WHAT IS REQUIRED
Give every entry below again, exactly as written, and skip the images.

Stored items:
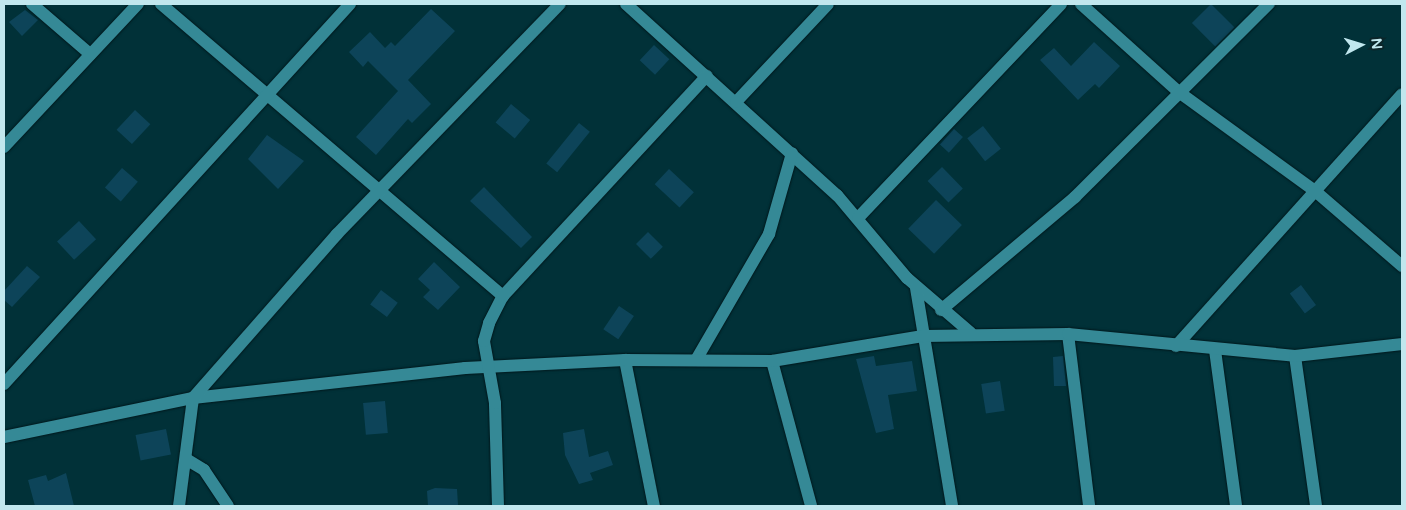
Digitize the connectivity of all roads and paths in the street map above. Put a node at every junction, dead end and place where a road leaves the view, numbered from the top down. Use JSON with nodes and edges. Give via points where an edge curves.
{"nodes":[{"id":1,"x":32,"y":4,"type":"edge"},
{"id":2,"x":138,"y":4,"type":"edge"},
{"id":3,"x":161,"y":4,"type":"edge"},
{"id":4,"x":350,"y":4,"type":"edge"},
{"id":5,"x":560,"y":4,"type":"edge"},
{"id":6,"x":626,"y":4,"type":"edge"},
{"id":7,"x":828,"y":4,"type":"edge"},
{"id":8,"x":1061,"y":4,"type":"edge"},
{"id":9,"x":1081,"y":4,"type":"edge"},
{"id":10,"x":1269,"y":4,"type":"edge"},
{"id":11,"x":90,"y":54,"type":"junction"},
{"id":12,"x":707,"y":76,"type":"junction"},
{"id":13,"x":1180,"y":93,"type":"junction"},
{"id":14,"x":1402,"y":94,"type":"edge"},
{"id":15,"x":268,"y":95,"type":"junction"},
{"id":16,"x":736,"y":102,"type":"junction"},
{"id":17,"x":4,"y":147,"type":"edge"},
{"id":18,"x":792,"y":153,"type":"junction"},
{"id":19,"x":1315,"y":191,"type":"junction"},
{"id":20,"x":379,"y":192,"type":"junction"},
{"id":21,"x":858,"y":218,"type":"junction"},
{"id":22,"x":1402,"y":266,"type":"edge"},
{"id":23,"x":916,"y":288,"type":"junction"},
{"id":24,"x":504,"y":296,"type":"junction"},
{"id":25,"x":941,"y":310,"type":"junction"},
{"id":26,"x":971,"y":334,"type":"junction"},
{"id":27,"x":1068,"y":334,"type":"junction"},
{"id":28,"x":923,"y":336,"type":"junction"},
{"id":29,"x":1400,"y":341,"type":"edge"},
{"id":30,"x":1176,"y":346,"type":"junction"},
{"id":31,"x":1215,"y":350,"type":"junction"},
{"id":32,"x":1295,"y":356,"type":"junction"},
{"id":33,"x":625,"y":360,"type":"junction"},
{"id":34,"x":696,"y":360,"type":"junction"},
{"id":35,"x":772,"y":361,"type":"junction"},
{"id":36,"x":486,"y":367,"type":"junction"},
{"id":37,"x":4,"y":384,"type":"edge"},
{"id":38,"x":193,"y":398,"type":"junction"},
{"id":39,"x":4,"y":437,"type":"edge"},
{"id":40,"x":186,"y":458,"type":"junction"},
{"id":41,"x":179,"y":506,"type":"edge"},
{"id":42,"x":228,"y":506,"type":"edge"},
{"id":43,"x":498,"y":506,"type":"edge"},
{"id":44,"x":654,"y":506,"type":"edge"},
{"id":45,"x":811,"y":506,"type":"edge"},
{"id":46,"x":952,"y":506,"type":"edge"},
{"id":47,"x":1089,"y":506,"type":"edge"},
{"id":48,"x":1236,"y":506,"type":"edge"},
{"id":49,"x":1316,"y":506,"type":"edge"}],
"edges":[{"from":1,"to":11,"type":"street"},
{"from":2,"to":11,"type":"street"},
{"from":3,"to":15,"type":"street"},
{"from":4,"to":15,"type":"street"},
{"from":5,"to":20,"type":"street"},
{"from":6,"to":12,"type":"street"},
{"from":7,"to":16,"type":"street"},
{"from":8,"to":21,"type":"street"},
{"from":9,"to":13,"type":"street"},
{"from":10,"to":13,"type":"street"},
{"from":11,"to":17,"type":"street"},
{"from":12,"to":16,"type":"street"},
{"from":12,"to":24,"type":"street"},
{"from":13,"to":19,"type":"street"},
{"from":13,"to":25,"type":"street","via":[[1075,197]]},
{"from":14,"to":19,"type":"street"},
{"from":15,"to":20,"type":"street"},
{"from":15,"to":37,"type":"street"},
{"from":16,"to":18,"type":"street"},
{"from":18,"to":21,"type":"street"},
{"from":18,"to":34,"type":"street","via":[[769,234]]},
{"from":19,"to":22,"type":"street"},
{"from":19,"to":30,"type":"street"},
{"from":20,"to":24,"type":"street"},
{"from":20,"to":38,"type":"street"},
{"from":21,"to":23,"type":"street"},
{"from":23,"to":25,"type":"street"},
{"from":23,"to":28,"type":"street"},
{"from":24,"to":36,"type":"street","via":[[484,341]]},
{"from":25,"to":26,"type":"street"},
{"from":26,"to":27,"type":"street"},
{"from":26,"to":28,"type":"street"},
{"from":27,"to":30,"type":"street"},
{"from":27,"to":47,"type":"street"},
{"from":28,"to":35,"type":"street"},
{"from":28,"to":46,"type":"street"},
{"from":29,"to":32,"type":"street"},
{"from":30,"to":31,"type":"street"},
{"from":31,"to":32,"type":"street"},
{"from":31,"to":48,"type":"street"},
{"from":32,"to":49,"type":"street"},
{"from":33,"to":34,"type":"street"},
{"from":33,"to":36,"type":"street"},
{"from":33,"to":44,"type":"street"},
{"from":34,"to":35,"type":"street"},
{"from":35,"to":45,"type":"street"},
{"from":36,"to":38,"type":"street"},
{"from":36,"to":43,"type":"street","via":[[495,403]]},
{"from":38,"to":39,"type":"street"},
{"from":38,"to":40,"type":"street"},
{"from":40,"to":41,"type":"street"},
{"from":40,"to":42,"type":"street","via":[[204,470]]}]}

OUTPUT OF THE TASK
Digitize the connectivity of all roads and paths in the street map above. Put a node at every junction, dead end and place where a road leaves the view, numbered from the top down. Use JSON with nodes and edges. Give via points where an edge curves.
{"nodes":[{"id":1,"x":32,"y":4,"type":"edge"},
{"id":2,"x":138,"y":4,"type":"edge"},
{"id":3,"x":161,"y":4,"type":"edge"},
{"id":4,"x":350,"y":4,"type":"edge"},
{"id":5,"x":560,"y":4,"type":"edge"},
{"id":6,"x":626,"y":4,"type":"edge"},
{"id":7,"x":828,"y":4,"type":"edge"},
{"id":8,"x":1061,"y":4,"type":"edge"},
{"id":9,"x":1081,"y":4,"type":"edge"},
{"id":10,"x":1269,"y":4,"type":"edge"},
{"id":11,"x":90,"y":54,"type":"junction"},
{"id":12,"x":707,"y":76,"type":"junction"},
{"id":13,"x":1180,"y":93,"type":"junction"},
{"id":14,"x":1402,"y":94,"type":"edge"},
{"id":15,"x":268,"y":95,"type":"junction"},
{"id":16,"x":736,"y":102,"type":"junction"},
{"id":17,"x":4,"y":147,"type":"edge"},
{"id":18,"x":792,"y":153,"type":"junction"},
{"id":19,"x":1315,"y":191,"type":"junction"},
{"id":20,"x":379,"y":192,"type":"junction"},
{"id":21,"x":858,"y":218,"type":"junction"},
{"id":22,"x":1402,"y":266,"type":"edge"},
{"id":23,"x":916,"y":288,"type":"junction"},
{"id":24,"x":504,"y":296,"type":"junction"},
{"id":25,"x":941,"y":310,"type":"junction"},
{"id":26,"x":971,"y":334,"type":"junction"},
{"id":27,"x":1068,"y":334,"type":"junction"},
{"id":28,"x":923,"y":336,"type":"junction"},
{"id":29,"x":1400,"y":341,"type":"edge"},
{"id":30,"x":1176,"y":346,"type":"junction"},
{"id":31,"x":1215,"y":350,"type":"junction"},
{"id":32,"x":1295,"y":356,"type":"junction"},
{"id":33,"x":625,"y":360,"type":"junction"},
{"id":34,"x":696,"y":360,"type":"junction"},
{"id":35,"x":772,"y":361,"type":"junction"},
{"id":36,"x":486,"y":367,"type":"junction"},
{"id":37,"x":4,"y":384,"type":"edge"},
{"id":38,"x":193,"y":398,"type":"junction"},
{"id":39,"x":4,"y":437,"type":"edge"},
{"id":40,"x":186,"y":458,"type":"junction"},
{"id":41,"x":179,"y":506,"type":"edge"},
{"id":42,"x":228,"y":506,"type":"edge"},
{"id":43,"x":498,"y":506,"type":"edge"},
{"id":44,"x":654,"y":506,"type":"edge"},
{"id":45,"x":811,"y":506,"type":"edge"},
{"id":46,"x":952,"y":506,"type":"edge"},
{"id":47,"x":1089,"y":506,"type":"edge"},
{"id":48,"x":1236,"y":506,"type":"edge"},
{"id":49,"x":1316,"y":506,"type":"edge"}],
"edges":[{"from":1,"to":11,"type":"street"},
{"from":2,"to":11,"type":"street"},
{"from":3,"to":15,"type":"street"},
{"from":4,"to":15,"type":"street"},
{"from":5,"to":20,"type":"street"},
{"from":6,"to":12,"type":"street"},
{"from":7,"to":16,"type":"street"},
{"from":8,"to":21,"type":"street"},
{"from":9,"to":13,"type":"street"},
{"from":10,"to":13,"type":"street"},
{"from":11,"to":17,"type":"street"},
{"from":12,"to":16,"type":"street"},
{"from":12,"to":24,"type":"street"},
{"from":13,"to":19,"type":"street"},
{"from":13,"to":25,"type":"street","via":[[1075,197]]},
{"from":14,"to":19,"type":"street"},
{"from":15,"to":20,"type":"street"},
{"from":15,"to":37,"type":"street"},
{"from":16,"to":18,"type":"street"},
{"from":18,"to":21,"type":"street"},
{"from":18,"to":34,"type":"street","via":[[769,234]]},
{"from":19,"to":22,"type":"street"},
{"from":19,"to":30,"type":"street"},
{"from":20,"to":24,"type":"street"},
{"from":20,"to":38,"type":"street"},
{"from":21,"to":23,"type":"street"},
{"from":23,"to":25,"type":"street"},
{"from":23,"to":28,"type":"street"},
{"from":24,"to":36,"type":"street","via":[[484,341]]},
{"from":25,"to":26,"type":"street"},
{"from":26,"to":27,"type":"street"},
{"from":26,"to":28,"type":"street"},
{"from":27,"to":30,"type":"street"},
{"from":27,"to":47,"type":"street"},
{"from":28,"to":35,"type":"street"},
{"from":28,"to":46,"type":"street"},
{"from":29,"to":32,"type":"street"},
{"from":30,"to":31,"type":"street"},
{"from":31,"to":32,"type":"street"},
{"from":31,"to":48,"type":"street"},
{"from":32,"to":49,"type":"street"},
{"from":33,"to":34,"type":"street"},
{"from":33,"to":36,"type":"street"},
{"from":33,"to":44,"type":"street"},
{"from":34,"to":35,"type":"street"},
{"from":35,"to":45,"type":"street"},
{"from":36,"to":38,"type":"street"},
{"from":36,"to":43,"type":"street","via":[[495,403]]},
{"from":38,"to":39,"type":"street"},
{"from":38,"to":40,"type":"street"},
{"from":40,"to":41,"type":"street"},
{"from":40,"to":42,"type":"street","via":[[204,470]]}]}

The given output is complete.